Items from a data source:
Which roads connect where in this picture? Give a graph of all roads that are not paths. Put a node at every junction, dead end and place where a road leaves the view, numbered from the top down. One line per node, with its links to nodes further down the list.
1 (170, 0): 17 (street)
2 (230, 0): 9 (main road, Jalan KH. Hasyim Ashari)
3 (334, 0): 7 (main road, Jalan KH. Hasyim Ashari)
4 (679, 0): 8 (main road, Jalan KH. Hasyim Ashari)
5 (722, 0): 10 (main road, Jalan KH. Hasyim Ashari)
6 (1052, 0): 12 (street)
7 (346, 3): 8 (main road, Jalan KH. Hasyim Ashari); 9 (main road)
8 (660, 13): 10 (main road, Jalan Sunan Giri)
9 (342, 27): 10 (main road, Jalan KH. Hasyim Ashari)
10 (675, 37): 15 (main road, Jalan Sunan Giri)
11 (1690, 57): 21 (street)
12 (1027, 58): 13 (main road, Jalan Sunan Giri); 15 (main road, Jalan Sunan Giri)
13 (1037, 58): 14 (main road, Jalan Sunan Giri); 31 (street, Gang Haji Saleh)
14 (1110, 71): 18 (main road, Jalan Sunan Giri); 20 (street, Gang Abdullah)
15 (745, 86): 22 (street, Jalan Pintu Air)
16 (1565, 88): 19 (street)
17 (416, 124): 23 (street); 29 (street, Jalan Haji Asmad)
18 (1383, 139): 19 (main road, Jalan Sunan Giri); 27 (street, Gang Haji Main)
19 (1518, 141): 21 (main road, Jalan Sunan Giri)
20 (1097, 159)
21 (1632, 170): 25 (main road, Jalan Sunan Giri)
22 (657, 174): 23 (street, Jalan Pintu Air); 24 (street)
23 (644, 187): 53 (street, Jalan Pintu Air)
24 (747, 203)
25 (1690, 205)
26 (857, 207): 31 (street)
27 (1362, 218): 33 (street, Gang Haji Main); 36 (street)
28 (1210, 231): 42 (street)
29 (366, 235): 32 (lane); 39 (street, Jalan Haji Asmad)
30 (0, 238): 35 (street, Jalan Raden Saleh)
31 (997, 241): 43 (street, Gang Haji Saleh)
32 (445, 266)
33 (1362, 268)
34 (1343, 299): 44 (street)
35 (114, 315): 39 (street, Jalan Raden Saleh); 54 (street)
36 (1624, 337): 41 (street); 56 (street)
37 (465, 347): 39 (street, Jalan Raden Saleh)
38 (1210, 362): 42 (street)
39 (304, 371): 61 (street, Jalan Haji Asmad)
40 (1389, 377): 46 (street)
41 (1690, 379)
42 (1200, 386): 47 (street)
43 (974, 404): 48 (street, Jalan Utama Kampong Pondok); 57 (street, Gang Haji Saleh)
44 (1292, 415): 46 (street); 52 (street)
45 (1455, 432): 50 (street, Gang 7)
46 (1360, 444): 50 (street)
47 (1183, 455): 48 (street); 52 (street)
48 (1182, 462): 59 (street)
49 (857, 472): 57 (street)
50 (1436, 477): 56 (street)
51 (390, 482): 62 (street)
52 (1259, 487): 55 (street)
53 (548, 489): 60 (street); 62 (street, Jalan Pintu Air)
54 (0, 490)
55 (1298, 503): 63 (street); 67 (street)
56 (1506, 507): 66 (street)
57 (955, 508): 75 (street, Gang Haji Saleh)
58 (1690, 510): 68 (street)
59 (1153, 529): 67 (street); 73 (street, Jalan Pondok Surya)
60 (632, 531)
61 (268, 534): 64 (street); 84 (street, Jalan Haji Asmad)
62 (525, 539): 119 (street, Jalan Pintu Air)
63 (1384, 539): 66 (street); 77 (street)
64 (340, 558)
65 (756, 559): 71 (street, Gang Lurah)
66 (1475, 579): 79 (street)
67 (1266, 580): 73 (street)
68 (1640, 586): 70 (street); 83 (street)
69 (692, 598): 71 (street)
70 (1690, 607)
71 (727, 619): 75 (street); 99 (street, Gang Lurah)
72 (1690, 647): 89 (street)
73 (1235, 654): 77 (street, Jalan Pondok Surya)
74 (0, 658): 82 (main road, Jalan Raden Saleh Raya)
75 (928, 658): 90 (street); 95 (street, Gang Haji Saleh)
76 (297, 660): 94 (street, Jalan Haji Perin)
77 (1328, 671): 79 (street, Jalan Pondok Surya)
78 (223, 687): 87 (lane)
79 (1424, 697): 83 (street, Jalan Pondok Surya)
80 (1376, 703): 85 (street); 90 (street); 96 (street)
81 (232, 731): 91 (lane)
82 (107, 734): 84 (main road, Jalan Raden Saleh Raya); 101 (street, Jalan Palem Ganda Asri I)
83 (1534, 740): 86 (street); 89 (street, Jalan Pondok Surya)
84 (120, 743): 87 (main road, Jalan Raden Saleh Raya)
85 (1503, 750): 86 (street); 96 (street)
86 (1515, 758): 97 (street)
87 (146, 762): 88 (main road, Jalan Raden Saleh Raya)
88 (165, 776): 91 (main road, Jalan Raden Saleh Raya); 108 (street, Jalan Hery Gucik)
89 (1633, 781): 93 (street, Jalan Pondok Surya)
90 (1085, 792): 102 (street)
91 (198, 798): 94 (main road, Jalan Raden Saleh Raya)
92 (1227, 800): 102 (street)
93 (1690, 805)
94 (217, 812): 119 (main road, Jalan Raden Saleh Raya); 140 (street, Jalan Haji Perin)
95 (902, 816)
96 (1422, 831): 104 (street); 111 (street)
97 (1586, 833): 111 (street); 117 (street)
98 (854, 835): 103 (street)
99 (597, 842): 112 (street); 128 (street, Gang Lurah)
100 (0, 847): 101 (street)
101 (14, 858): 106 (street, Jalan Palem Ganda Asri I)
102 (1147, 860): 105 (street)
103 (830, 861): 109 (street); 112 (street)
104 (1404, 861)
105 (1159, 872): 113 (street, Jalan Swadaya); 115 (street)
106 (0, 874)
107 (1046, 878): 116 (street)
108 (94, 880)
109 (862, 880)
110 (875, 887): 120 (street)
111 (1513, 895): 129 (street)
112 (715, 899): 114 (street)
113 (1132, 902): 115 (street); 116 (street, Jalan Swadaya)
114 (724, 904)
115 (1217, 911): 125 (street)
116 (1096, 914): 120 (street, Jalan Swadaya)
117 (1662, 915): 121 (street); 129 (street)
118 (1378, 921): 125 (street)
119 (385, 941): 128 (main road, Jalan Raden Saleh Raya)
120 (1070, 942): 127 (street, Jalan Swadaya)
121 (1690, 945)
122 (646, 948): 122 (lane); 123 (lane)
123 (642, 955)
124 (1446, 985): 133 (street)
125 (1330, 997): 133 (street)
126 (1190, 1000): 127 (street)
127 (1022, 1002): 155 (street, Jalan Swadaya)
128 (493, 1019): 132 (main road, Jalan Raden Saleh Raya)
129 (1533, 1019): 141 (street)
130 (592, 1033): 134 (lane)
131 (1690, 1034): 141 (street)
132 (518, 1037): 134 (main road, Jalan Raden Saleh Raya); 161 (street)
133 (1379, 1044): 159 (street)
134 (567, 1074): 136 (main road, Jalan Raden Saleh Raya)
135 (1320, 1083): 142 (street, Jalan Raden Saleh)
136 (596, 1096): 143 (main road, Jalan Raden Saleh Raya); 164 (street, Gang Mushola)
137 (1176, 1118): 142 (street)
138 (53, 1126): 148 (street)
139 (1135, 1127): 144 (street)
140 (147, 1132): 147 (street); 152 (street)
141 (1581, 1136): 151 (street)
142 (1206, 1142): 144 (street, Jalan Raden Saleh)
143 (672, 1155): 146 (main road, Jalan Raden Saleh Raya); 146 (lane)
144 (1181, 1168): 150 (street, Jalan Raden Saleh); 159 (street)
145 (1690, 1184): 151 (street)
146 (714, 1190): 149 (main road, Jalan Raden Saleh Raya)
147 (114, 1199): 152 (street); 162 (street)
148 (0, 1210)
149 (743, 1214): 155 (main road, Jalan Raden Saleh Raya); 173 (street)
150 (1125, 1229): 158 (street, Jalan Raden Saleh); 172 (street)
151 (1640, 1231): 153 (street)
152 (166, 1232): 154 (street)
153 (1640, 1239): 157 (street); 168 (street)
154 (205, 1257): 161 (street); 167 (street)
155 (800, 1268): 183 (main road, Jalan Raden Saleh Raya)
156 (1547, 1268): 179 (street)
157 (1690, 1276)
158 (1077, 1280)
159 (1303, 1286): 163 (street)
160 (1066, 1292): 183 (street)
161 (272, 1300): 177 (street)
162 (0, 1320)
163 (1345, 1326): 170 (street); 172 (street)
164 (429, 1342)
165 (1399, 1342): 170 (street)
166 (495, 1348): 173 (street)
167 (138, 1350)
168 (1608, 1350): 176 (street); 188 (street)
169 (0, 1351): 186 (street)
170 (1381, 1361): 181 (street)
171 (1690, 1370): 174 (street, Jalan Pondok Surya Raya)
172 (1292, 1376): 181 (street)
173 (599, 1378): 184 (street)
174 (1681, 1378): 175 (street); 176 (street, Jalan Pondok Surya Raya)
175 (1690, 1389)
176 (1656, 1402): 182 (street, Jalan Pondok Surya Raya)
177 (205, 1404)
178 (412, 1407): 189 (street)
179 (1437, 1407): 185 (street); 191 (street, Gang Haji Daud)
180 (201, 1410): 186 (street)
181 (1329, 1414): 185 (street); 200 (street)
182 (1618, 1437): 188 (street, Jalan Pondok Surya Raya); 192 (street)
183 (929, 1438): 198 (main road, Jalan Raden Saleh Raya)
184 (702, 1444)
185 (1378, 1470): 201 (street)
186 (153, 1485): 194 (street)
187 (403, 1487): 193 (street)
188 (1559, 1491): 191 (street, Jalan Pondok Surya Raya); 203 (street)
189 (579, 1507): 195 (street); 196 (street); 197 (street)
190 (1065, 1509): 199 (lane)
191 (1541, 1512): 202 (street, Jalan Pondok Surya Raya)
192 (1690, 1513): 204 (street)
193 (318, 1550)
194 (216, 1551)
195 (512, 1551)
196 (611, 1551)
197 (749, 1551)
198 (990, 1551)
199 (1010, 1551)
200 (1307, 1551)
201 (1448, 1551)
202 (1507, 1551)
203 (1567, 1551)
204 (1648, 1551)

▸ **Assigned task**: Tally every line of the data that includes "Pintu". Report the number and nothing more.

▸ **Your response**: 5